• **PROBLEM DETAILS**
The records appear below. Repeat them exactly.

• **DATA TO USE**

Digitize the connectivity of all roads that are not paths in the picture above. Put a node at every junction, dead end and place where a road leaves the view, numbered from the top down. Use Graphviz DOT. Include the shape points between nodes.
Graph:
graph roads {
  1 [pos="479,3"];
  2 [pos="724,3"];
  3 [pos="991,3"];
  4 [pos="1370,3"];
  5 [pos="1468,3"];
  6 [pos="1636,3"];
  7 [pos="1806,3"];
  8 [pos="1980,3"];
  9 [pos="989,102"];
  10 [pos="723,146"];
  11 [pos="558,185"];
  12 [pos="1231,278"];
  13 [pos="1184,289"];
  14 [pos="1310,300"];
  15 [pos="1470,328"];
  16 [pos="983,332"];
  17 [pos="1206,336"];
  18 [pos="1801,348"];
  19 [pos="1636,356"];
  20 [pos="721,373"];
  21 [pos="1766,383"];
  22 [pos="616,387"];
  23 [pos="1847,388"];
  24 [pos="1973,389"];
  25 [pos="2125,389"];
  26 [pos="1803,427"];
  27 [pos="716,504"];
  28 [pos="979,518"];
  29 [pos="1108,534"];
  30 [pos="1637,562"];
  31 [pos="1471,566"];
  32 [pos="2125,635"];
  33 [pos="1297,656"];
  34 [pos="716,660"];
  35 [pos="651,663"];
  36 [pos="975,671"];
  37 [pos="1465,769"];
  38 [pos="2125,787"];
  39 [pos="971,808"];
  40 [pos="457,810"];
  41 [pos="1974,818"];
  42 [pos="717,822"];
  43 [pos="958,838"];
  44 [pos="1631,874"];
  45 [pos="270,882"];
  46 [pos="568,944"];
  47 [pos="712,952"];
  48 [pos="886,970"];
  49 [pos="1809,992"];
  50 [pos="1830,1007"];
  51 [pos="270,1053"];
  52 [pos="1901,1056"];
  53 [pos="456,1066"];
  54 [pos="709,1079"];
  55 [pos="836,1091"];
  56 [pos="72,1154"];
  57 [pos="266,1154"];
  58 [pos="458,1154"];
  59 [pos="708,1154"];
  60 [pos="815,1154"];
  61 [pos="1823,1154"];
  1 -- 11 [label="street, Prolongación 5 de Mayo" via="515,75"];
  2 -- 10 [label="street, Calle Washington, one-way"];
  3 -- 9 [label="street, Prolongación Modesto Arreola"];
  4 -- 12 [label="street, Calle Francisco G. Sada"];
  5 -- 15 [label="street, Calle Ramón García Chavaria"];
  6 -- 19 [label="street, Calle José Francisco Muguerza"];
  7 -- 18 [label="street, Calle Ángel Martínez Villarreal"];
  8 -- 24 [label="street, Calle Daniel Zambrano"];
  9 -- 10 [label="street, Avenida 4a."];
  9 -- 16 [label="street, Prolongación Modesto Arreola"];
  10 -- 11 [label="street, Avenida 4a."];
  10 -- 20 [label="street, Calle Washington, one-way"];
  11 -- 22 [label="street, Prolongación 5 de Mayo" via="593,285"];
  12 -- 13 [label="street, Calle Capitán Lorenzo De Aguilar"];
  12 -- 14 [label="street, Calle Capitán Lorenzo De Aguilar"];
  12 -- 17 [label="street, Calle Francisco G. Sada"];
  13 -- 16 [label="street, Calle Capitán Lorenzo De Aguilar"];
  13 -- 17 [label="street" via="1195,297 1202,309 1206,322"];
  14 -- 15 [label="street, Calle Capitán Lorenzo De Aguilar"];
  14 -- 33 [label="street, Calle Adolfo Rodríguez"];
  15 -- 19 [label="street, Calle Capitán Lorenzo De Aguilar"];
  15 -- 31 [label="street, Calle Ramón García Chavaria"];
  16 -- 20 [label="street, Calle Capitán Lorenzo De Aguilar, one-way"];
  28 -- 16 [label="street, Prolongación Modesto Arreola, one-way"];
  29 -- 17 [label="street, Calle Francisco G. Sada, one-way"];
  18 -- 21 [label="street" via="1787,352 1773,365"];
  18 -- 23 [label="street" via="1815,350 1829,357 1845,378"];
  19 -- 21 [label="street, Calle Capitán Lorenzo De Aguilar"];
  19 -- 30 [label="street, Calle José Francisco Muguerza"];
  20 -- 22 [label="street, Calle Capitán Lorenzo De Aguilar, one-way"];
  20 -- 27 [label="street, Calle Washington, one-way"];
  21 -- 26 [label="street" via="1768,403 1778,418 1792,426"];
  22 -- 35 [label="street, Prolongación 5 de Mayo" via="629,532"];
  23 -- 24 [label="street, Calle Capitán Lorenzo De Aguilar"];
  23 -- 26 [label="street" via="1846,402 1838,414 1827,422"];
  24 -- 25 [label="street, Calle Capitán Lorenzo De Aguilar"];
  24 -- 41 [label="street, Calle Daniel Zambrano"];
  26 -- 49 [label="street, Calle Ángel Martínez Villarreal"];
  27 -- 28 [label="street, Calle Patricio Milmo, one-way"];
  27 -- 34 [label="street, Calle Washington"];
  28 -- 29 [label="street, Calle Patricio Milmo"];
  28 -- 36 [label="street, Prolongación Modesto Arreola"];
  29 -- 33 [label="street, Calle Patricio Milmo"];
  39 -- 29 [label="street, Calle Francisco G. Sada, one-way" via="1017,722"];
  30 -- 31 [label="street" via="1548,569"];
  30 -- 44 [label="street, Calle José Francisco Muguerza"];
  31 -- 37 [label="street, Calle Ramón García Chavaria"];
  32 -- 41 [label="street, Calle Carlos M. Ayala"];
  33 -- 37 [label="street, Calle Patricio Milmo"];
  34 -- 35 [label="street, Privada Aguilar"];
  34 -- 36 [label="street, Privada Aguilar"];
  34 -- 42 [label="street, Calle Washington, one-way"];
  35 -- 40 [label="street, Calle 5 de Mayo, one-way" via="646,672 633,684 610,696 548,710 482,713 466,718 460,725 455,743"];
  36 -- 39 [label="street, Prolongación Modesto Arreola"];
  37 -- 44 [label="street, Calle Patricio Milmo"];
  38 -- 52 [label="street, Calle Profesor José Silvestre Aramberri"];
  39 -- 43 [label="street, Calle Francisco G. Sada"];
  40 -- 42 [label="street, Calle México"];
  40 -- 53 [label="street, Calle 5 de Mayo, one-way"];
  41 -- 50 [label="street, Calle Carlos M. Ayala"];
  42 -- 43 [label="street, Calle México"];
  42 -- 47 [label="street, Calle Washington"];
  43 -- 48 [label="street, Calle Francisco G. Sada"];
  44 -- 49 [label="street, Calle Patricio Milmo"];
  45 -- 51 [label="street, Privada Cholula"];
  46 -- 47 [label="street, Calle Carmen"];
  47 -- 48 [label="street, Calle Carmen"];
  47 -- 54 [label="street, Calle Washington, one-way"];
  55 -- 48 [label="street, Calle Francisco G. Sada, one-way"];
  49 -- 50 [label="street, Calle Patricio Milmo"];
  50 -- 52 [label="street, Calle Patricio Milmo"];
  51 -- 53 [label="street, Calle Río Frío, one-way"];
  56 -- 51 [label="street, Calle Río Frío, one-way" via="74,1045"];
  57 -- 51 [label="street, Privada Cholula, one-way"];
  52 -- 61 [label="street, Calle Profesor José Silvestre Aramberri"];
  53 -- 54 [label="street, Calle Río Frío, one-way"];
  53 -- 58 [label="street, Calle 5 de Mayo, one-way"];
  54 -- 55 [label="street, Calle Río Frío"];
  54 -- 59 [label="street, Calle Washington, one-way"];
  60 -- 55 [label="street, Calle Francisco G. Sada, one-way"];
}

• **RESULT OF THE EXERCISE**
Digitize the connectivity of all roads that are not paths in the picture above. Put a node at every junction, dead end and place where a road leaves the view, numbered from the top down. Use Graphviz DOT. Include the shape points between nodes.
Graph:
graph roads {
  1 [pos="479,3"];
  2 [pos="724,3"];
  3 [pos="991,3"];
  4 [pos="1370,3"];
  5 [pos="1468,3"];
  6 [pos="1636,3"];
  7 [pos="1806,3"];
  8 [pos="1980,3"];
  9 [pos="989,102"];
  10 [pos="723,146"];
  11 [pos="558,185"];
  12 [pos="1231,278"];
  13 [pos="1184,289"];
  14 [pos="1310,300"];
  15 [pos="1470,328"];
  16 [pos="983,332"];
  17 [pos="1206,336"];
  18 [pos="1801,348"];
  19 [pos="1636,356"];
  20 [pos="721,373"];
  21 [pos="1766,383"];
  22 [pos="616,387"];
  23 [pos="1847,388"];
  24 [pos="1973,389"];
  25 [pos="2125,389"];
  26 [pos="1803,427"];
  27 [pos="716,504"];
  28 [pos="979,518"];
  29 [pos="1108,534"];
  30 [pos="1637,562"];
  31 [pos="1471,566"];
  32 [pos="2125,635"];
  33 [pos="1297,656"];
  34 [pos="716,660"];
  35 [pos="651,663"];
  36 [pos="975,671"];
  37 [pos="1465,769"];
  38 [pos="2125,787"];
  39 [pos="971,808"];
  40 [pos="457,810"];
  41 [pos="1974,818"];
  42 [pos="717,822"];
  43 [pos="958,838"];
  44 [pos="1631,874"];
  45 [pos="270,882"];
  46 [pos="568,944"];
  47 [pos="712,952"];
  48 [pos="886,970"];
  49 [pos="1809,992"];
  50 [pos="1830,1007"];
  51 [pos="270,1053"];
  52 [pos="1901,1056"];
  53 [pos="456,1066"];
  54 [pos="709,1079"];
  55 [pos="836,1091"];
  56 [pos="72,1154"];
  57 [pos="266,1154"];
  58 [pos="458,1154"];
  59 [pos="708,1154"];
  60 [pos="815,1154"];
  61 [pos="1823,1154"];
  1 -- 11 [label="street, Prolongación 5 de Mayo" via="515,75"];
  2 -- 10 [label="street, Calle Washington, one-way"];
  3 -- 9 [label="street, Prolongación Modesto Arreola"];
  4 -- 12 [label="street, Calle Francisco G. Sada"];
  5 -- 15 [label="street, Calle Ramón García Chavaria"];
  6 -- 19 [label="street, Calle José Francisco Muguerza"];
  7 -- 18 [label="street, Calle Ángel Martínez Villarreal"];
  8 -- 24 [label="street, Calle Daniel Zambrano"];
  9 -- 10 [label="street, Avenida 4a."];
  9 -- 16 [label="street, Prolongación Modesto Arreola"];
  10 -- 11 [label="street, Avenida 4a."];
  10 -- 20 [label="street, Calle Washington, one-way"];
  11 -- 22 [label="street, Prolongación 5 de Mayo" via="593,285"];
  12 -- 13 [label="street, Calle Capitán Lorenzo De Aguilar"];
  12 -- 14 [label="street, Calle Capitán Lorenzo De Aguilar"];
  12 -- 17 [label="street, Calle Francisco G. Sada"];
  13 -- 16 [label="street, Calle Capitán Lorenzo De Aguilar"];
  13 -- 17 [label="street" via="1195,297 1202,309 1206,322"];
  14 -- 15 [label="street, Calle Capitán Lorenzo De Aguilar"];
  14 -- 33 [label="street, Calle Adolfo Rodríguez"];
  15 -- 19 [label="street, Calle Capitán Lorenzo De Aguilar"];
  15 -- 31 [label="street, Calle Ramón García Chavaria"];
  16 -- 20 [label="street, Calle Capitán Lorenzo De Aguilar, one-way"];
  28 -- 16 [label="street, Prolongación Modesto Arreola, one-way"];
  29 -- 17 [label="street, Calle Francisco G. Sada, one-way"];
  18 -- 21 [label="street" via="1787,352 1773,365"];
  18 -- 23 [label="street" via="1815,350 1829,357 1845,378"];
  19 -- 21 [label="street, Calle Capitán Lorenzo De Aguilar"];
  19 -- 30 [label="street, Calle José Francisco Muguerza"];
  20 -- 22 [label="street, Calle Capitán Lorenzo De Aguilar, one-way"];
  20 -- 27 [label="street, Calle Washington, one-way"];
  21 -- 26 [label="street" via="1768,403 1778,418 1792,426"];
  22 -- 35 [label="street, Prolongación 5 de Mayo" via="629,532"];
  23 -- 24 [label="street, Calle Capitán Lorenzo De Aguilar"];
  23 -- 26 [label="street" via="1846,402 1838,414 1827,422"];
  24 -- 25 [label="street, Calle Capitán Lorenzo De Aguilar"];
  24 -- 41 [label="street, Calle Daniel Zambrano"];
  26 -- 49 [label="street, Calle Ángel Martínez Villarreal"];
  27 -- 28 [label="street, Calle Patricio Milmo, one-way"];
  27 -- 34 [label="street, Calle Washington"];
  28 -- 29 [label="street, Calle Patricio Milmo"];
  28 -- 36 [label="street, Prolongación Modesto Arreola"];
  29 -- 33 [label="street, Calle Patricio Milmo"];
  39 -- 29 [label="street, Calle Francisco G. Sada, one-way" via="1017,722"];
  30 -- 31 [label="street" via="1548,569"];
  30 -- 44 [label="street, Calle José Francisco Muguerza"];
  31 -- 37 [label="street, Calle Ramón García Chavaria"];
  32 -- 41 [label="street, Calle Carlos M. Ayala"];
  33 -- 37 [label="street, Calle Patricio Milmo"];
  34 -- 35 [label="street, Privada Aguilar"];
  34 -- 36 [label="street, Privada Aguilar"];
  34 -- 42 [label="street, Calle Washington, one-way"];
  35 -- 40 [label="street, Calle 5 de Mayo, one-way" via="646,672 633,684 610,696 548,710 482,713 466,718 460,725 455,743"];
  36 -- 39 [label="street, Prolongación Modesto Arreola"];
  37 -- 44 [label="street, Calle Patricio Milmo"];
  38 -- 52 [label="street, Calle Profesor José Silvestre Aramberri"];
  39 -- 43 [label="street, Calle Francisco G. Sada"];
  40 -- 42 [label="street, Calle México"];
  40 -- 53 [label="street, Calle 5 de Mayo, one-way"];
  41 -- 50 [label="street, Calle Carlos M. Ayala"];
  42 -- 43 [label="street, Calle México"];
  42 -- 47 [label="street, Calle Washington"];
  43 -- 48 [label="street, Calle Francisco G. Sada"];
  44 -- 49 [label="street, Calle Patricio Milmo"];
  45 -- 51 [label="street, Privada Cholula"];
  46 -- 47 [label="street, Calle Carmen"];
  47 -- 48 [label="street, Calle Carmen"];
  47 -- 54 [label="street, Calle Washington, one-way"];
  55 -- 48 [label="street, Calle Francisco G. Sada, one-way"];
  49 -- 50 [label="street, Calle Patricio Milmo"];
  50 -- 52 [label="street, Calle Patricio Milmo"];
  51 -- 53 [label="street, Calle Río Frío, one-way"];
  56 -- 51 [label="street, Calle Río Frío, one-way" via="74,1045"];
  57 -- 51 [label="street, Privada Cholula, one-way"];
  52 -- 61 [label="street, Calle Profesor José Silvestre Aramberri"];
  53 -- 54 [label="street, Calle Río Frío, one-way"];
  53 -- 58 [label="street, Calle 5 de Mayo, one-way"];
  54 -- 55 [label="street, Calle Río Frío"];
  54 -- 59 [label="street, Calle Washington, one-way"];
  60 -- 55 [label="street, Calle Francisco G. Sada, one-way"];
}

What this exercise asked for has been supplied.